Companies have been advised to control employees' use of instant messaging rather than blocking it outright.
A new guide to securing instant messaging is the latest in the ‘Securing Social Media' series of guides from Network Box, and claims that companies are increasingly finding that their employees are often using instant messaging for a business reason such as customer contact, or contact with remote teams.
However Network Box claimed that many instant messaging services are not secure, and so IT managers should control which services are used and secure them effectively.
Simon Heron, internet security analyst at Network Box, claimed that employee education is the most important factor in securing instant messaging. Heron said: “We need to go through a similar education process with employees as for spam email.

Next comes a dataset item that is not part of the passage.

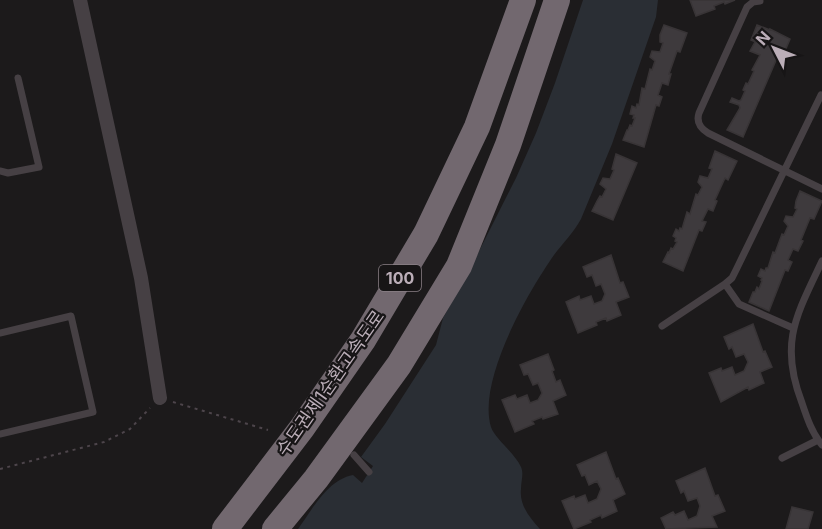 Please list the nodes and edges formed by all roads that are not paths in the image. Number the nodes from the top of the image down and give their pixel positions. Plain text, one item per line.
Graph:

“Broadly, the messages for employees are: only use the service approved by your IT department, don't trust anyone you don't know, don't click on shared links, keep your personal details to yourself, log out when you've finished, and keep your IM service and anti-virus systems up to date.”
The guide advises on the agreement of an instant messaging platform, whether employee access will be granted and ensuring that it is updated and secure.
It also claims that messaging should be monitored, stating: “It is important to ensure employees understand that this is a company system, in the same way that the telephone or email systems belong to the company. Instant messaging shouldn't be abused by employees any more than email or telephone should be. Set clear guidelines as to what instant messaging use is acceptable.”